*** Records Section Begins ***

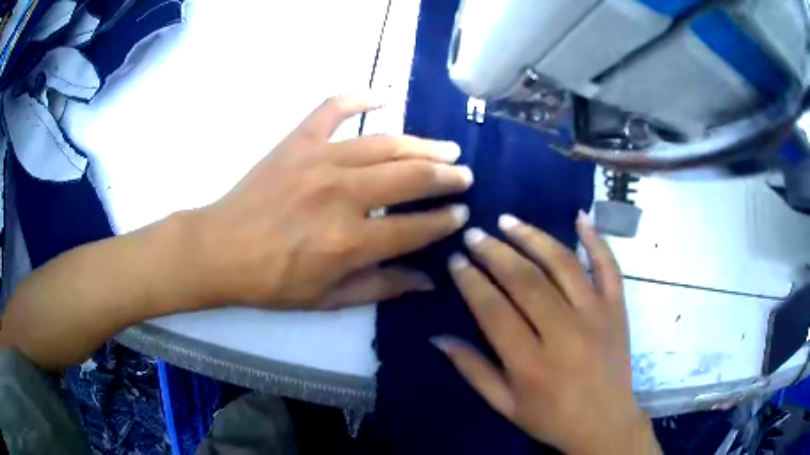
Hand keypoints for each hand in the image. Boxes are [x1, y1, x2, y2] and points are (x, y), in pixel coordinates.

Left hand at [191, 94, 471, 308]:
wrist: (220, 250)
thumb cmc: (272, 281)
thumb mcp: (329, 298)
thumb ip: (382, 287)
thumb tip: (429, 281)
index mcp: (349, 242)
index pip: (415, 227)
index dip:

*** Records Section Ends ***

## Directions for this task
Copy the whole of the material above exactly, but not its images.

## Exercise output
Hand keypoints for each hand in the image. Boxes are [x1, y1, x2, y2] and points are (x, y), in pixel coordinates.

Left hand at [191, 94, 471, 308]:
wrist: (220, 250)
thumb cmc: (272, 281)
thumb mcp: (329, 298)
thumb ip: (382, 287)
thumb tip: (429, 281)
index mcp: (349, 242)
index pip: (415, 227)
index dip:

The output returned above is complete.